-------- Record set --------
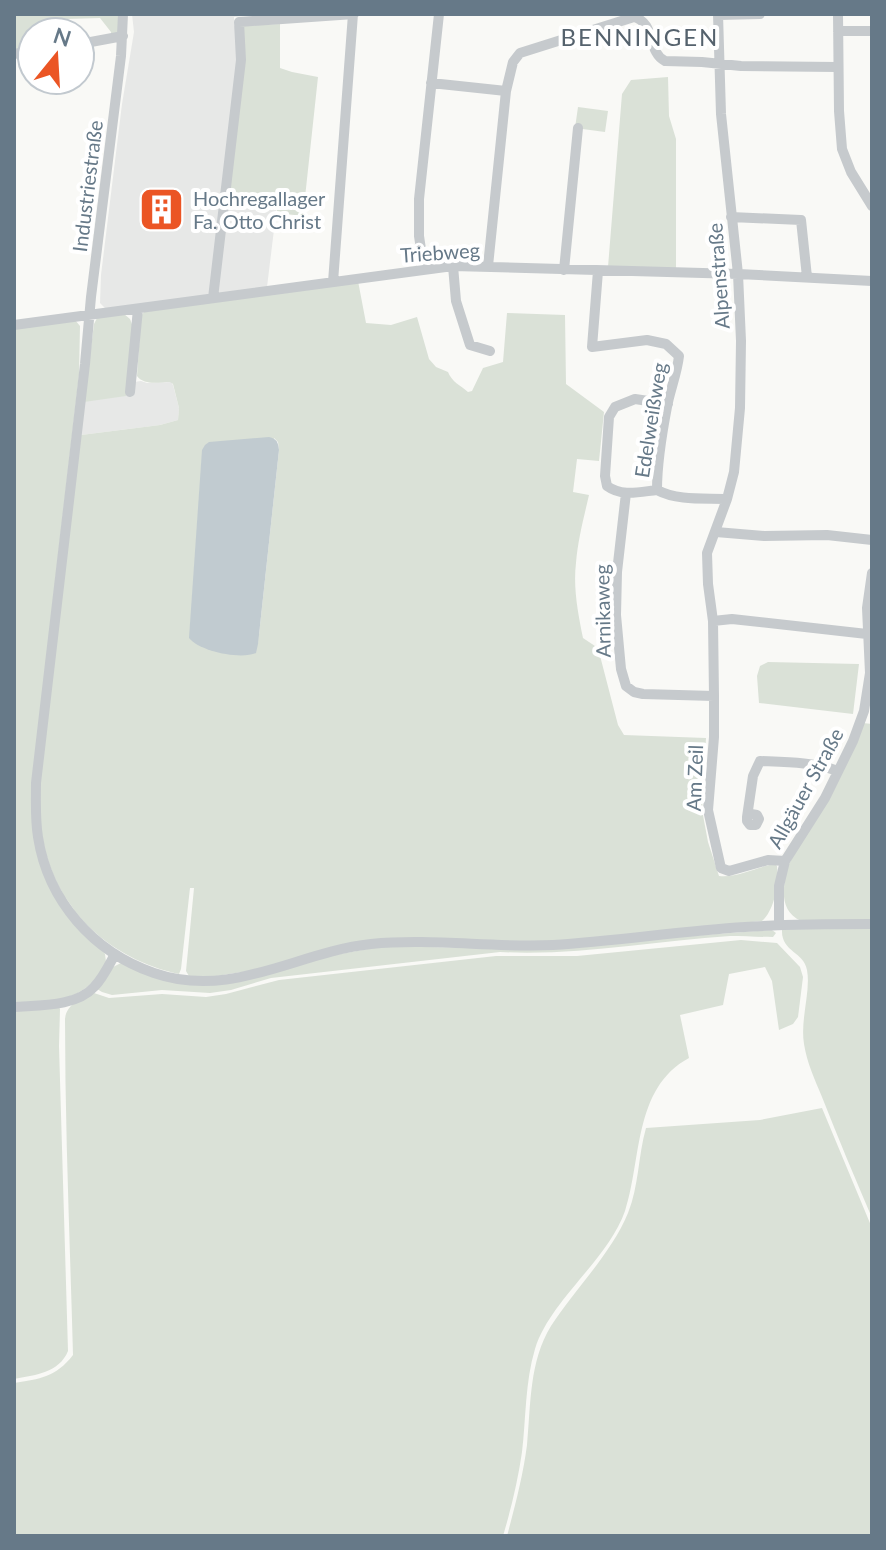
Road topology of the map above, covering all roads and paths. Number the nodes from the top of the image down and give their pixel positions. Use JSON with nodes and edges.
{"nodes":[{"id":1,"x":123,"y":14,"type":"edge"},
{"id":2,"x":353,"y":14,"type":"edge"},
{"id":3,"x":439,"y":14,"type":"edge"},
{"id":4,"x":760,"y":14,"type":"edge"},
{"id":5,"x":838,"y":14,"type":"edge"},
{"id":6,"x":339,"y":15,"type":"edge"},
{"id":7,"x":718,"y":15,"type":"edge"},
{"id":8,"x":838,"y":31,"type":"junction"},
{"id":9,"x":872,"y":31,"type":"edge"},
{"id":10,"x":123,"y":36,"type":"junction"},
{"id":11,"x":96,"y":41,"type":"edge"},
{"id":12,"x":720,"y":63,"type":"junction"},
{"id":13,"x":837,"y":67,"type":"junction"},
{"id":14,"x":431,"y":83,"type":"junction"},
{"id":15,"x":506,"y":91,"type":"junction"},
{"id":16,"x":578,"y":128,"type":"dead end"},
{"id":17,"x":872,"y":206,"type":"edge"},
{"id":18,"x":731,"y":217,"type":"junction"},
{"id":19,"x":453,"y":266,"type":"junction"},
{"id":20,"x":488,"y":266,"type":"junction"},
{"id":21,"x":424,"y":269,"type":"junction"},
{"id":22,"x":564,"y":270,"type":"junction"},
{"id":23,"x":598,"y":271,"type":"junction"},
{"id":24,"x":738,"y":274,"type":"junction"},
{"id":25,"x":807,"y":277,"type":"junction"},
{"id":26,"x":872,"y":281,"type":"edge"},
{"id":27,"x":333,"y":282,"type":"junction"},
{"id":28,"x":213,"y":298,"type":"junction"},
{"id":29,"x":138,"y":309,"type":"junction"},
{"id":30,"x":89,"y":314,"type":"junction"},
{"id":31,"x":14,"y":325,"type":"edge"},
{"id":32,"x":490,"y":351,"type":"dead end"},
{"id":33,"x":130,"y":392,"type":"dead end"},
{"id":34,"x":668,"y":404,"type":"junction"},
{"id":35,"x":657,"y":490,"type":"junction"},
{"id":36,"x":626,"y":493,"type":"junction"},
{"id":37,"x":727,"y":499,"type":"junction"},
{"id":38,"x":716,"y":532,"type":"junction"},
{"id":39,"x":872,"y":540,"type":"edge"},
{"id":40,"x":872,"y":573,"type":"edge"},
{"id":41,"x":713,"y":621,"type":"junction"},
{"id":42,"x":867,"y":634,"type":"junction"},
{"id":43,"x":871,"y":655,"type":"edge"},
{"id":44,"x":714,"y":696,"type":"junction"},
{"id":45,"x":838,"y":771,"type":"junction"},
{"id":46,"x":747,"y":817,"type":"dead end"},
{"id":47,"x":785,"y":861,"type":"junction"},
{"id":48,"x":872,"y":924,"type":"edge"},
{"id":49,"x":779,"y":925,"type":"junction"},
{"id":50,"x":115,"y":954,"type":"junction"},
{"id":51,"x":14,"y":1007,"type":"edge"}],
"edges":[{"from":1,"to":10,"type":"street","name":"Industriestraße"},
{"from":2,"to":6,"type":"street"},
{"from":2,"to":27,"type":"street"},
{"from":3,"to":14,"type":"street"},
{"from":4,"to":7,"type":"street"},
{"from":5,"to":8,"type":"street"},
{"from":6,"to":28,"type":"street"},
{"from":7,"to":12,"type":"street","name":"Alpenstraße"},
{"from":8,"to":9,"type":"street"},
{"from":8,"to":13,"type":"street"},
{"from":10,"to":11,"type":"street"},
{"from":10,"to":30,"type":"street","name":"Industriestraße"},
{"from":12,"to":13,"type":"street"},
{"from":12,"to":15,"type":"street"},
{"from":12,"to":18,"type":"street","name":"Alpenstraße"},
{"from":13,"to":17,"type":"street"},
{"from":14,"to":15,"type":"street"},
{"from":14,"to":21,"type":"street"},
{"from":15,"to":20,"type":"street"},
{"from":16,"to":22,"type":"street"},
{"from":18,"to":24,"type":"street","name":"Alpenstraße"},
{"from":18,"to":25,"type":"street"},
{"from":19,"to":20,"type":"street","name":"Triebweg"},
{"from":19,"to":21,"type":"street","name":"Triebweg"},
{"from":19,"to":32,"type":"street"},
{"from":20,"to":22,"type":"street","name":"Triebweg"},
{"from":21,"to":27,"type":"street","name":"Triebweg"},
{"from":22,"to":23,"type":"street","name":"Triebweg"},
{"from":23,"to":24,"type":"street","name":"Triebweg"},
{"from":23,"to":34,"type":"street","name":"Edelweißweg"},
{"from":24,"to":25,"type":"street","name":"Triebweg"},
{"from":24,"to":37,"type":"street","name":"Alpenstraße"},
{"from":25,"to":26,"type":"street","name":"Triebweg"},
{"from":27,"to":28,"type":"street","name":"Triebweg"},
{"from":28,"to":29,"type":"street","name":"Triebweg"},
{"from":29,"to":30,"type":"street","name":"Triebweg"},
{"from":29,"to":33,"type":"street"},
{"from":30,"to":31,"type":"street","name":"Triebweg"},
{"from":30,"to":50,"type":"street","name":"Industriestraße"},
{"from":34,"to":35,"type":"street","name":"Edelweißweg"},
{"from":34,"to":36,"type":"street"},
{"from":35,"to":36,"type":"street"},
{"from":35,"to":37,"type":"street","name":"Edelweißweg"},
{"from":36,"to":44,"type":"street","name":"Arnikaweg"},
{"from":37,"to":38,"type":"street","name":"Alpenstraße"},
{"from":38,"to":39,"type":"street"},
{"from":38,"to":41,"type":"street","name":"Am Zeil"},
{"from":40,"to":42,"type":"street","name":"Allgäuer Straße"},
{"from":41,"to":42,"type":"street"},
{"from":41,"to":44,"type":"street","name":"Am Zeil"},
{"from":42,"to":43,"type":"street","name":"Allgäuer Straße"},
{"from":43,"to":45,"type":"street","name":"Allgäuer Straße"},
{"from":44,"to":47,"type":"street","name":"Am Zeil"},
{"from":45,"to":46,"type":"street"},
{"from":45,"to":47,"type":"street","name":"Allgäuer Straße"},
{"from":47,"to":49,"type":"street","name":"Allgäuer Straße"},
{"from":48,"to":49,"type":"street","name":"Industriestraße"},
{"from":49,"to":50,"type":"street","name":"Industriestraße"},
{"from":50,"to":51,"type":"street"}]}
--------
Your task
Lines above with "Triebweg" in them are the ones to copy.

Answer space
{"from":19,"to":20,"type":"street","name":"Triebweg"},
{"from":19,"to":21,"type":"street","name":"Triebweg"},
{"from":20,"to":22,"type":"street","name":"Triebweg"},
{"from":21,"to":27,"type":"street","name":"Triebweg"},
{"from":22,"to":23,"type":"street","name":"Triebweg"},
{"from":23,"to":24,"type":"street","name":"Triebweg"},
{"from":24,"to":25,"type":"street","name":"Triebweg"},
{"from":25,"to":26,"type":"street","name":"Triebweg"},
{"from":27,"to":28,"type":"street","name":"Triebweg"},
{"from":28,"to":29,"type":"street","name":"Triebweg"},
{"from":29,"to":30,"type":"street","name":"Triebweg"},
{"from":30,"to":31,"type":"street","name":"Triebweg"},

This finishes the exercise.